§ **Task statement**
Images are not part of the copy; write out the rest of the data exactly as given.

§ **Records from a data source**
------------------------

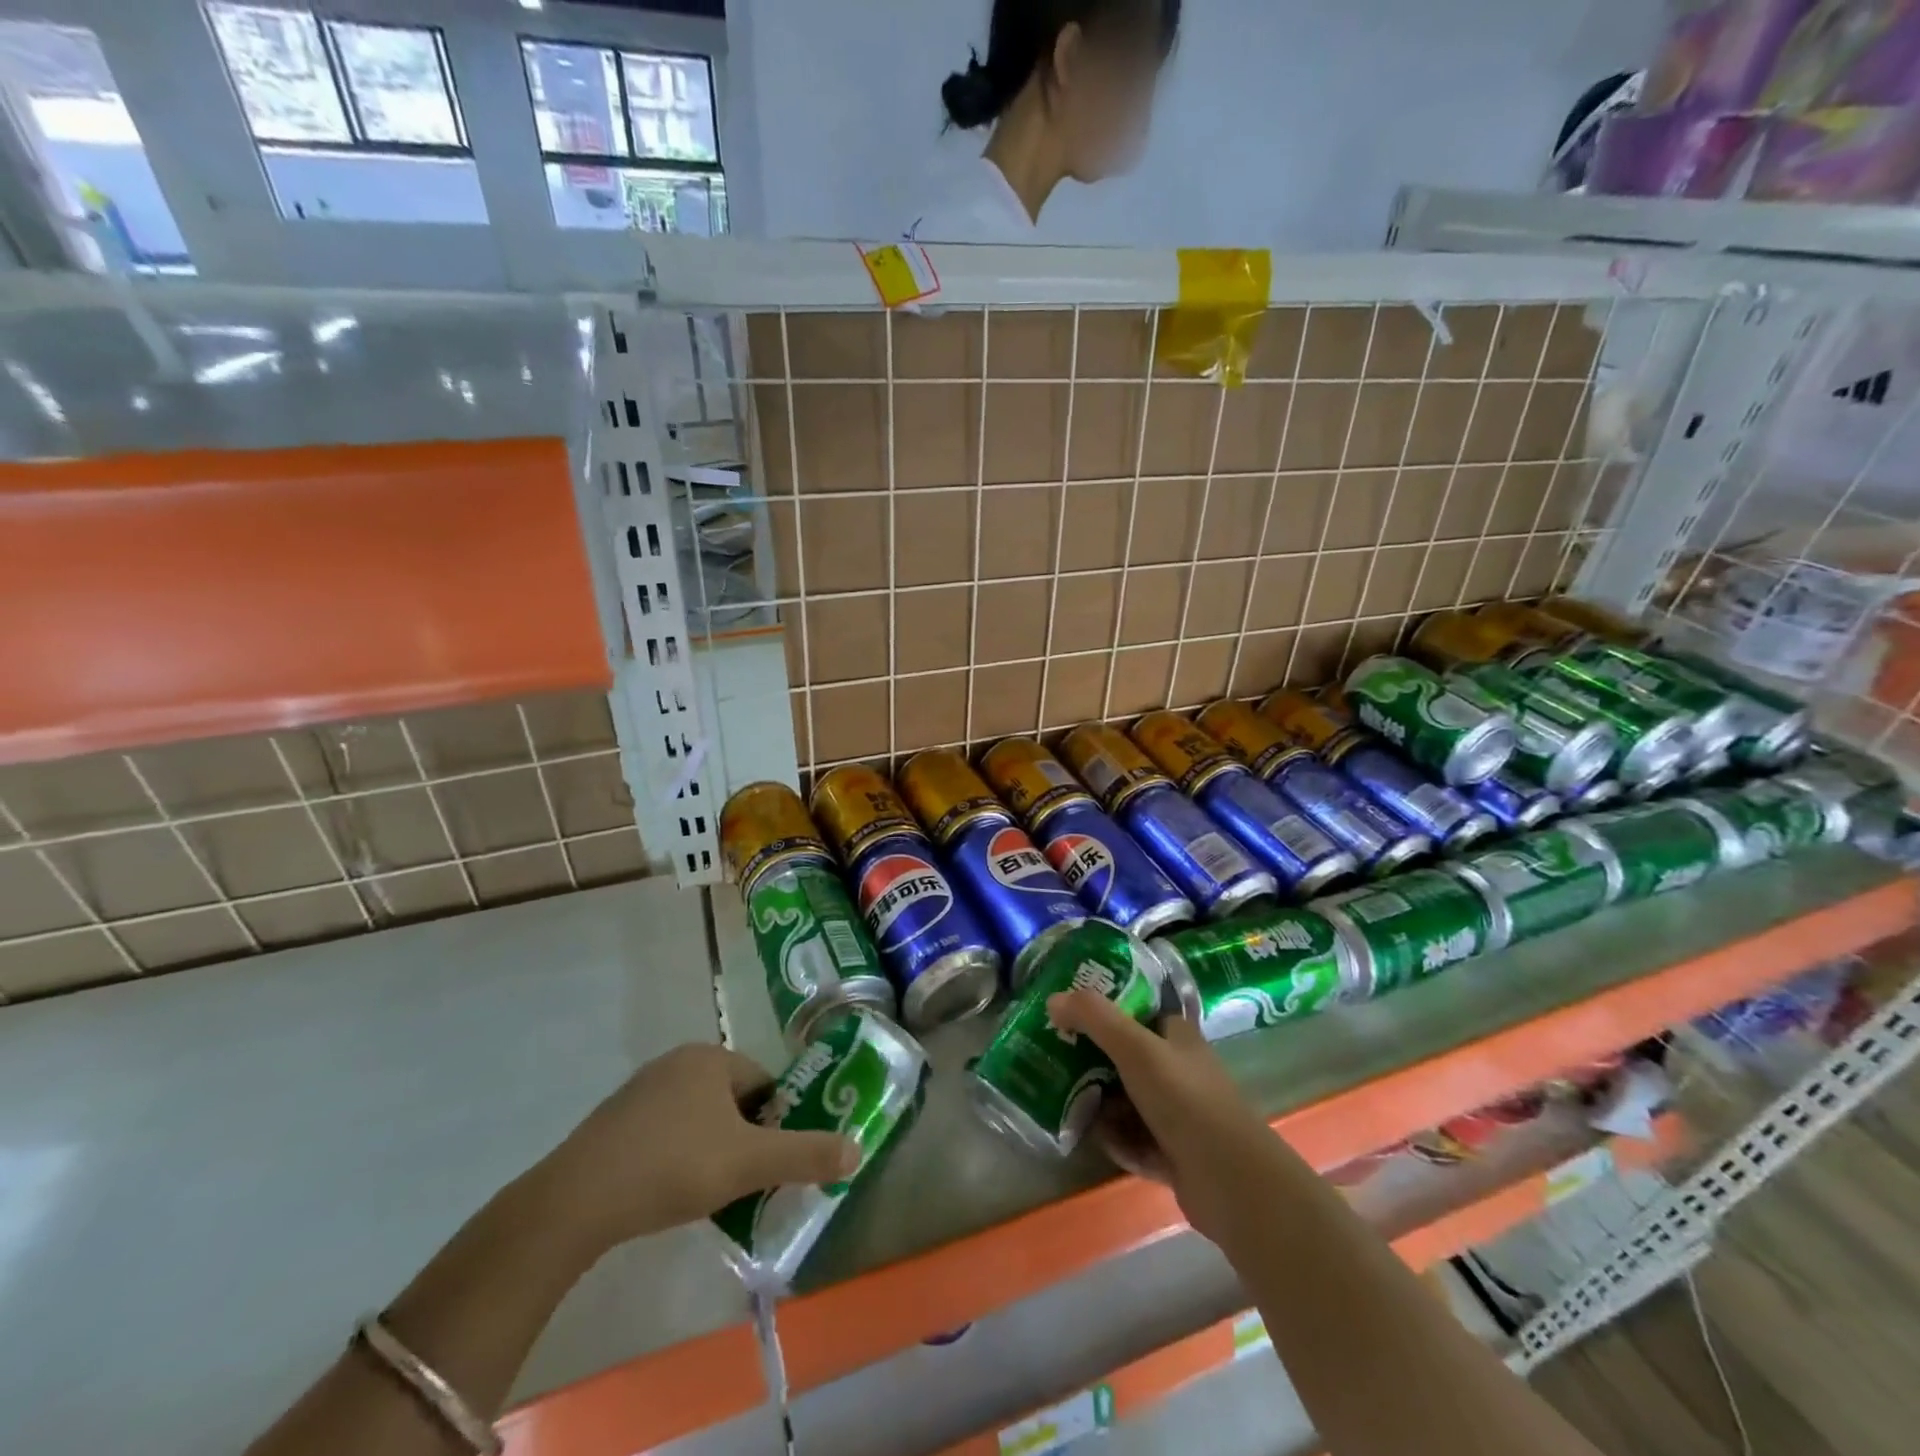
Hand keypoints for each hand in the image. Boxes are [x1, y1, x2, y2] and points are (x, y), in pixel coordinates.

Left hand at [529, 1044, 859, 1258]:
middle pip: (732, 1100)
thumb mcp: (749, 1163)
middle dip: (743, 1137)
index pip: (764, 1083)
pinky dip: (676, 1155)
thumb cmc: (674, 1166)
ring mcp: (641, 1088)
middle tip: (742, 1181)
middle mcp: (678, 1060)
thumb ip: (805, 1155)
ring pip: (698, 1117)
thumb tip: (857, 1150)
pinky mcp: (614, 1119)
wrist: (577, 1199)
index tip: (769, 1163)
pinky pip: (664, 1130)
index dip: (775, 1123)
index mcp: (712, 1058)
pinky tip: (667, 1192)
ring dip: (710, 1148)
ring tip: (707, 1193)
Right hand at [1048, 990, 1274, 1242]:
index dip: (1106, 1010)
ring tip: (1066, 1103)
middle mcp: (1179, 1070)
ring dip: (1101, 1105)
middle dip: (1094, 1063)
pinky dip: (1117, 1140)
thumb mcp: (1135, 1048)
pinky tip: (1097, 1141)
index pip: (1138, 1012)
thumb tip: (1054, 999)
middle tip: (1057, 1061)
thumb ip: (1094, 1018)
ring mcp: (1179, 1114)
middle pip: (1127, 1058)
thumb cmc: (1184, 1099)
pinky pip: (1135, 1139)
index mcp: (1177, 1037)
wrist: (1230, 1181)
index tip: (1069, 1014)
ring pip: (1128, 1101)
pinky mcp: (1174, 1153)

------------------------

§ **Exercise response**
Hand keypoints for each hand in the image. Boxes are [x1, y1, x2, y2] and points are (x, y), in pixel coordinates.

Left hand at [529, 1044, 859, 1258]:
middle pip: (732, 1100)
thumb mcp: (749, 1163)
middle dip: (743, 1137)
index pip: (764, 1083)
pinky dip: (676, 1155)
thumb cmc: (674, 1166)
ring mcp: (641, 1088)
middle tip: (742, 1181)
middle mcp: (678, 1060)
thumb ip: (805, 1155)
ring pip: (698, 1117)
thumb tip: (857, 1150)
pinky mcp: (614, 1119)
wrist: (577, 1199)
index tip: (769, 1163)
pinky pip: (664, 1130)
index dip: (775, 1123)
index mcp: (712, 1058)
pinky tip: (667, 1192)
ring dip: (710, 1148)
ring tip: (707, 1193)
Right hand at [1048, 990, 1274, 1242]:
index dip: (1106, 1010)
ring tip: (1066, 1103)
middle mcp: (1179, 1070)
ring dip: (1101, 1105)
middle dip: (1094, 1063)
pinky dip: (1117, 1140)
thumb mcp: (1135, 1048)
pinky tip: (1097, 1141)
index pip: (1138, 1012)
thumb tip: (1054, 999)
middle tip: (1057, 1061)
thumb ip: (1094, 1018)
ring mcp: (1179, 1114)
middle pip: (1127, 1058)
thumb cmc: (1184, 1099)
pinky pip: (1135, 1139)
index mcp: (1177, 1037)
wrist: (1230, 1181)
index tip: (1069, 1014)
ring pip: (1128, 1101)
pinky mcp: (1174, 1153)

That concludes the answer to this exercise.